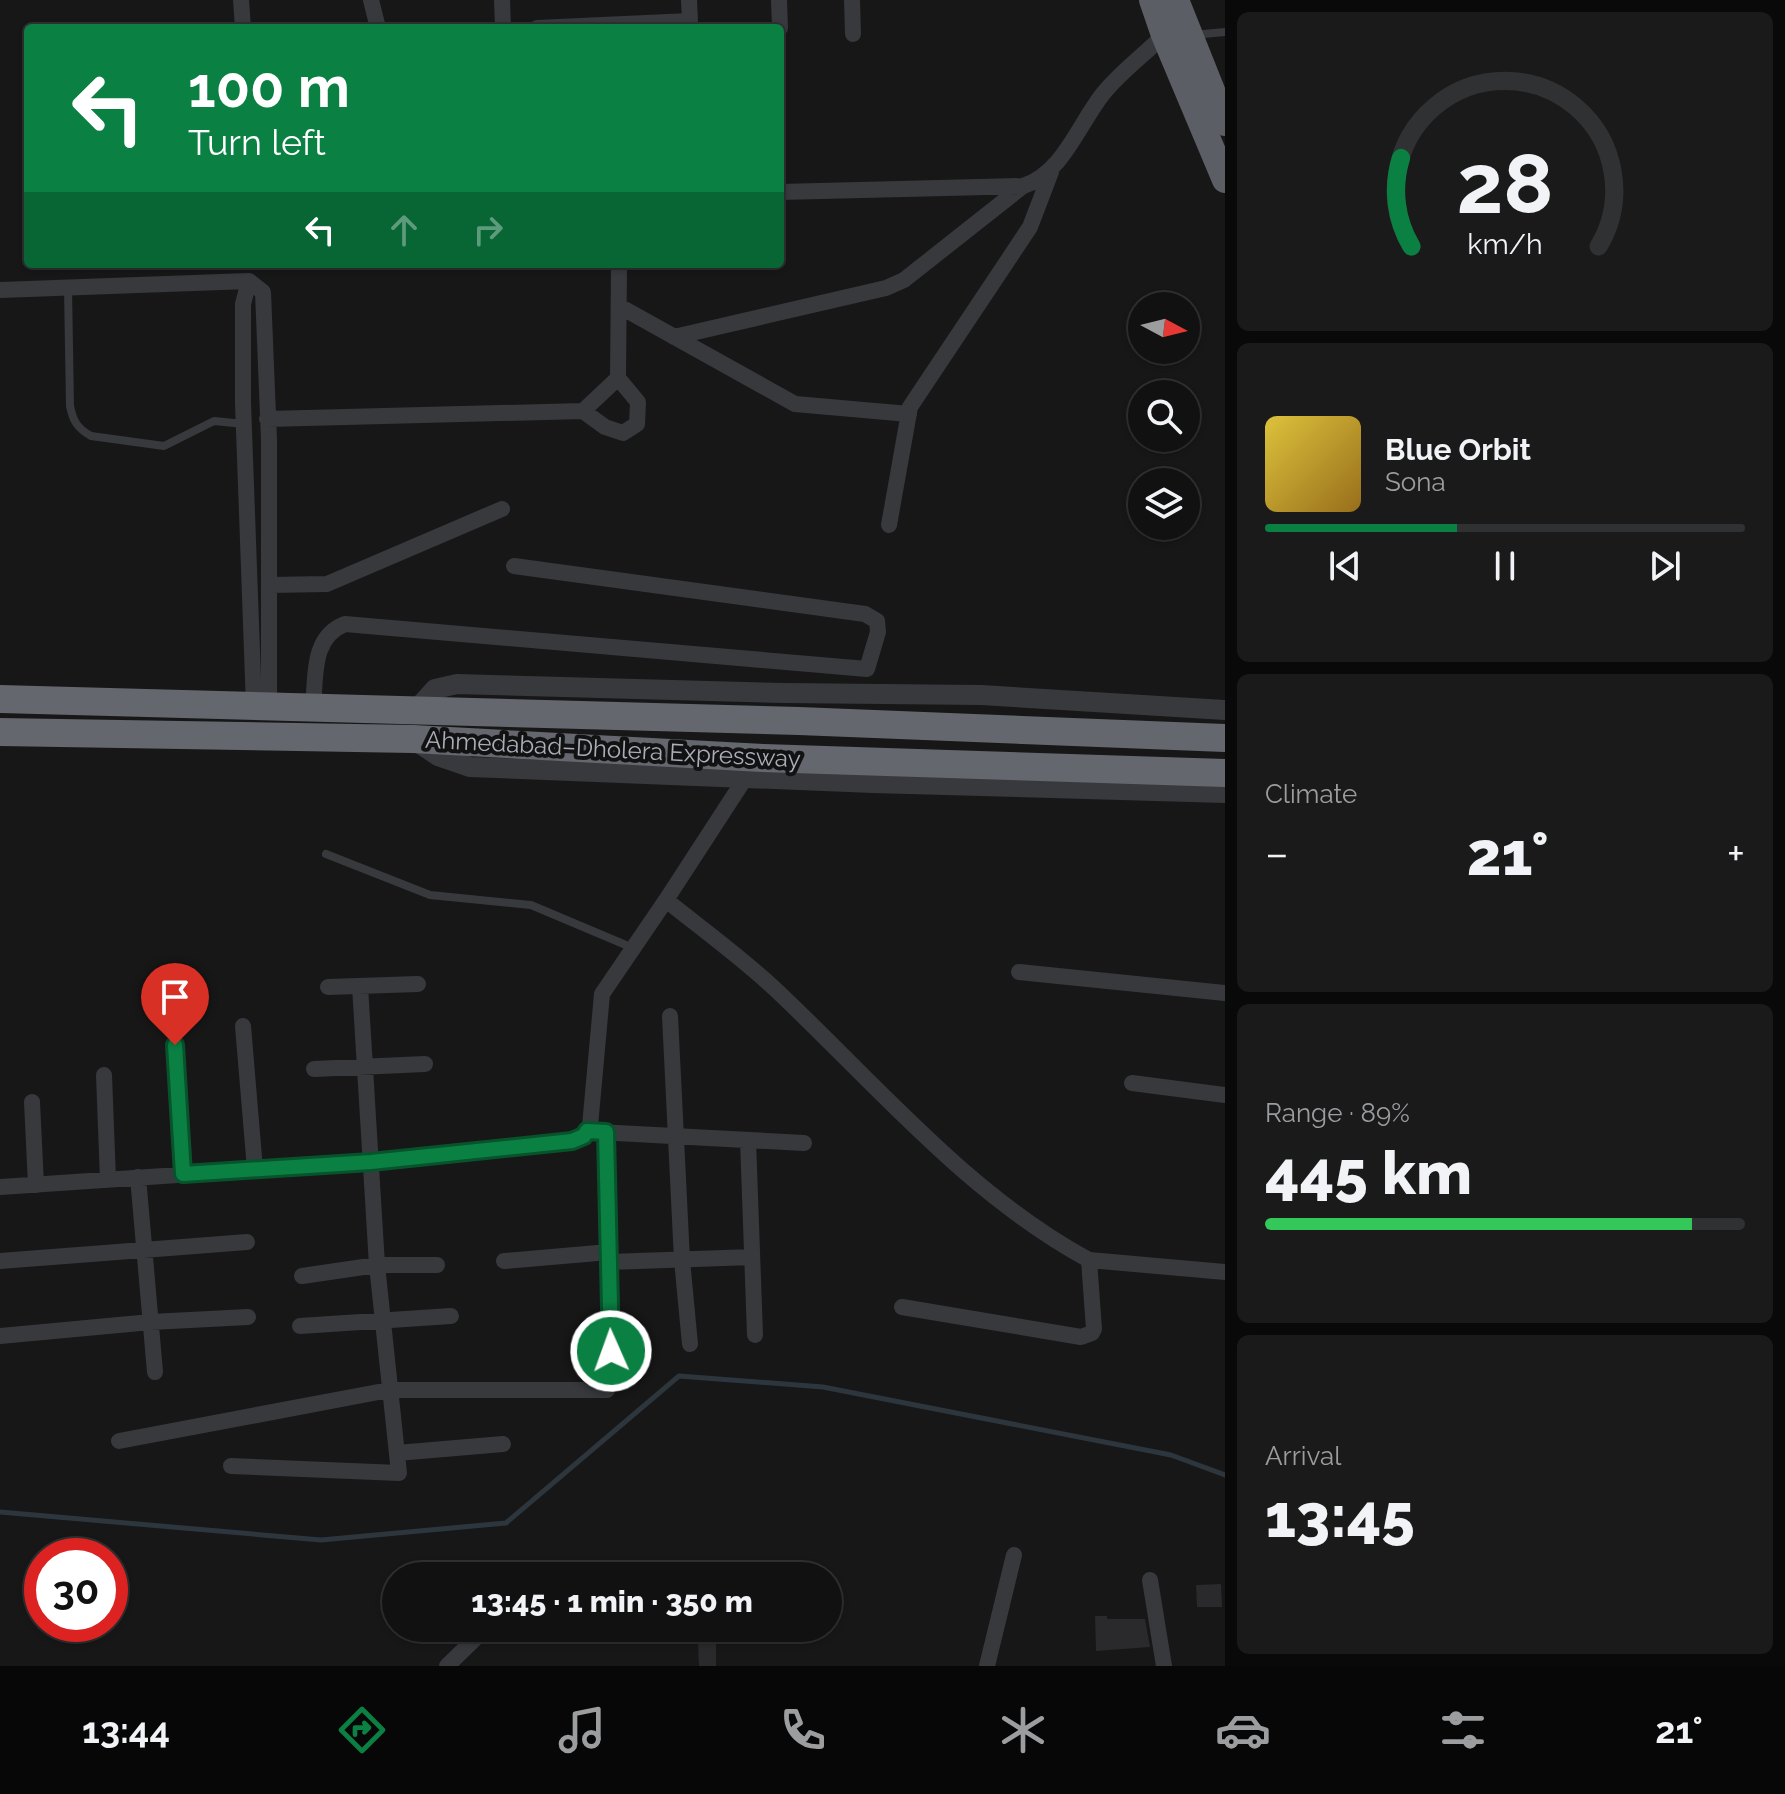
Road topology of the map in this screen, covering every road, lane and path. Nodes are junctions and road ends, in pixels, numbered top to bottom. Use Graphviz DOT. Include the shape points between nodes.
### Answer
graph roads {
  1 [pos="241,0"];
  2 [pos="371,0"];
  3 [pos="502,0"];
  4 [pos="689,0"];
  5 [pos="779,0"];
  6 [pos="852,0"];
  7 [pos="1152,0"];
  8 [pos="1176,0"];
  9 [pos="243,24"];
  10 [pos="377,24"];
  11 [pos="503,24"];
  12 [pos="624,24"];
  13 [pos="780,24"];
  14 [pos="1225,32"];
  15 [pos="853,34"];
  16 [pos="1176,35"];
  17 [pos="1225,123"];
  18 [pos="1051,170"];
  19 [pos="1225,180"];
  20 [pos="1023,186"];
  21 [pos="784,192"];
  22 [pos="619,268"];
  23 [pos="249,281"];
  24 [pos="68,288"];
  25 [pos="0,290"];
  26 [pos="619,306"];
  27 [pos="674,337"];
  28 [pos="618,378"];
  29 [pos="243,403"];
  30 [pos="266,410"];
  31 [pos="583,411"];
  32 [pos="909,414"];
  33 [pos="244,432"];
  34 [pos="269,440"];
  35 [pos="502,509"];
  36 [pos="889,525"];
  37 [pos="514,566"];
  38 [pos="269,585"];
  39 [pos="867,669"];
  40 [pos="865,694"];
  41 [pos="0,699"];
  42 [pos="262,706"];
  43 [pos="313,708"];
  44 [pos="1225,710"];
  45 [pos="414,725"];
  46 [pos="0,732"];
  47 [pos="1225,738"];
  48 [pos="1225,773"];
  49 [pos="746,777"];
  50 [pos="1225,793"];
  51 [pos="326,854"];
  52 [pos="666,900"];
  53 [pos="633,948"];
  54 [pos="1019,972"];
  55 [pos="418,984"];
  56 [pos="360,986"];
  57 [pos="328,987"];
  58 [pos="1225,993"];
  59 [pos="670,1016"];
  60 [pos="243,1026"];
  61 [pos="175,1045"];
  62 [pos="425,1064"];
  63 [pos="366,1067"];
  64 [pos="314,1069"];
  65 [pos="104,1075"];
  66 [pos="1132,1083"];
  67 [pos="1225,1095"];
  68 [pos="32,1102"];
  69 [pos="587,1131"];
  70 [pos="606,1132"];
  71 [pos="676,1136"];
  72 [pos="748,1140"];
  73 [pos="804,1143"];
  74 [pos="371,1162"];
  75 [pos="255,1169"];
  76 [pos="183,1174"];
  77 [pos="138,1177"];
  78 [pos="108,1180"];
  79 [pos="36,1185"];
  80 [pos="0,1187"];
  81 [pos="247,1242"];
  82 [pos="144,1248"];
  83 [pos="609,1257"];
  84 [pos="752,1257"];
  85 [pos="682,1260"];
  86 [pos="1089,1260"];
  87 [pos="0,1261"];
  88 [pos="504,1261"];
  89 [pos="377,1265"];
  90 [pos="437,1265"];
  91 [pos="1225,1272"];
  92 [pos="302,1276"];
  93 [pos="902,1307"];
  94 [pos="451,1316"];
  95 [pos="248,1317"];
  96 [pos="383,1319"];
  97 [pos="151,1322"];
  98 [pos="300,1326"];
  99 [pos="755,1335"];
  100 [pos="0,1336"];
  101 [pos="690,1344"];
  102 [pos="155,1372"];
  103 [pos="389,1390"];
  104 [pos="119,1441"];
  105 [pos="503,1444"];
  106 [pos="397,1453"];
  107 [pos="231,1466"];
  108 [pos="1014,1555"];
  109 [pos="1150,1580"];
  110 [pos="472,1642"];
  111 [pos="447,1666"];
  112 [pos="987,1666"];
  113 [pos="1164,1666"];
  1 -- 9 [label="street"];
  2 -- 10 [label="street"];
  3 -- 11 [label="street"];
  4 -- 12 [label="street" via="690,21"];
  5 -- 13 [label="street"];
  6 -- 15 [label="street"];
  7 -- 16 [label="highway"];
  8 -- 16 [label="highway"];
  14 -- 16 [label="lane"];
  16 -- 17 [label="highway"];
  16 -- 18 [label="street" via="1101,96"];
  16 -- 19 [label="highway"];
  18 -- 20 [label="street"];
  18 -- 32 [label="street" via="1030,227"];
  20 -- 21 [label="street"];
  20 -- 27 [label="street" via="895,284"];
  22 -- 26 [label="street"];
  23 -- 24 [label="street"];
  23 -- 29 [label="street" via="243,304"];
  23 -- 30 [label="street" via="264,297"];
  24 -- 25 [label="street"];
  24 -- 33 [label="lane" via="70,406 81,430 164,446 214,421"];
  26 -- 27 [label="street"];
  26 -- 28 [label="street"];
  27 -- 32 [label="street" via="795,404"];
  28 -- 31 [label="street"];
  28 -- 31 [label="street" via="638,402 637,424 623,433"];
  29 -- 30 [label="street"];
  29 -- 33 [label="street"];
  30 -- 31 [label="street"];
  30 -- 34 [label="street"];
  32 -- 36 [label="street"];
  33 -- 34 [label="street"];
  33 -- 42 [label="street"];
  34 -- 38 [label="street"];
  35 -- 38 [label="street" via="327,584"];
  37 -- 39 [label="street" via="865,614 877,621 878,632"];
  38 -- 42 [label="street"];
  39 -- 40 [label="street"];
  39 -- 43 [label="street" via="345,624 331,629 322,641"];
  40 -- 44 [label="street" via="981,695"];
  40 -- 45 [label="street" via="457,684 435,689"];
  41 -- 42 [label="highway, Ahmedabad–Dholera Expressway"];
  42 -- 43 [label="highway, Ahmedabad–Dholera Expressway"];
  43 -- 45 [label="highway, Ahmedabad–Dholera Expressway"];
  45 -- 46 [label="highway, Ahmedabad–Dholera Expressway"];
  45 -- 47 [label="highway, Ahmedabad–Dholera Expressway" via="799,721"];
  45 -- 48 [label="highway, Ahmedabad–Dholera Expressway" via="763,758"];
  45 -- 49 [label="street" via="438,756 470,767"];
  49 -- 50 [label="street"];
  49 -- 52 [label="street"];
  51 -- 53 [label="lane" via="430,895 531,905"];
  52 -- 53 [label="street"];
  52 -- 86 [label="street" via="773,986 915,1127 989,1190 1049,1239"];
  53 -- 69 [label="street" via="602,994"];
  54 -- 58 [label="street"];
  55 -- 56 [label="street"];
  56 -- 57 [label="street"];
  56 -- 63 [label="street"];
  59 -- 71 [label="street"];
  60 -- 75 [label="street"];
  61 -- 76 [label="street"];
  62 -- 63 [label="street"];
  63 -- 64 [label="street"];
  63 -- 74 [label="street"];
  65 -- 78 [label="street"];
  66 -- 67 [label="street"];
  68 -- 79 [label="street"];
  69 -- 70 [label="street"];
  69 -- 74 [label="street" via="572,1141"];
  70 -- 71 [label="street"];
  70 -- 83 [label="street"];
  71 -- 72 [label="street"];
  71 -- 85 [label="street"];
  72 -- 73 [label="street"];
  72 -- 84 [label="street"];
  74 -- 75 [label="street"];
  74 -- 89 [label="street"];
  75 -- 76 [label="street"];
  76 -- 77 [label="street"];
  77 -- 78 [label="street"];
  77 -- 82 [label="street"];
  78 -- 79 [label="street"];
  79 -- 80 [label="street"];
  81 -- 82 [label="street"];
  82 -- 87 [label="street"];
  82 -- 97 [label="street"];
  83 -- 85 [label="street"];
  83 -- 88 [label="street"];
  83 -- 103 [label="street" via="612,1380 607,1390"];
  84 -- 85 [label="street"];
  84 -- 99 [label="street"];
  85 -- 101 [label="street"];
  86 -- 91 [label="street"];
  86 -- 93 [label="street" via="1094,1329 1088,1336"];
  89 -- 90 [label="street"];
  89 -- 92 [label="street"];
  89 -- 96 [label="street"];
  94 -- 96 [label="street"];
  95 -- 97 [label="street"];
  96 -- 98 [label="street"];
  96 -- 103 [label="street"];
  97 -- 100 [label="street"];
  97 -- 102 [label="street"];
  103 -- 104 [label="street"];
  103 -- 106 [label="street"];
  105 -- 106 [label="street"];
  106 -- 107 [label="street" via="399,1473"];
  108 -- 112 [label="street"];
  109 -- 113 [label="street"];
  110 -- 111 [label="street"];
}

-=-=-

Copy out every line of the entries where the string "Ahmedabad" shows up.

● **Solution**
  41 -- 42 [label="highway, Ahmedabad–Dholera Expressway"];
  42 -- 43 [label="highway, Ahmedabad–Dholera Expressway"];
  43 -- 45 [label="highway, Ahmedabad–Dholera Expressway"];
  45 -- 46 [label="highway, Ahmedabad–Dholera Expressway"];
  45 -- 47 [label="highway, Ahmedabad–Dholera Expressway" via="799,721"];
  45 -- 48 [label="highway, Ahmedabad–Dholera Expressway" via="763,758"];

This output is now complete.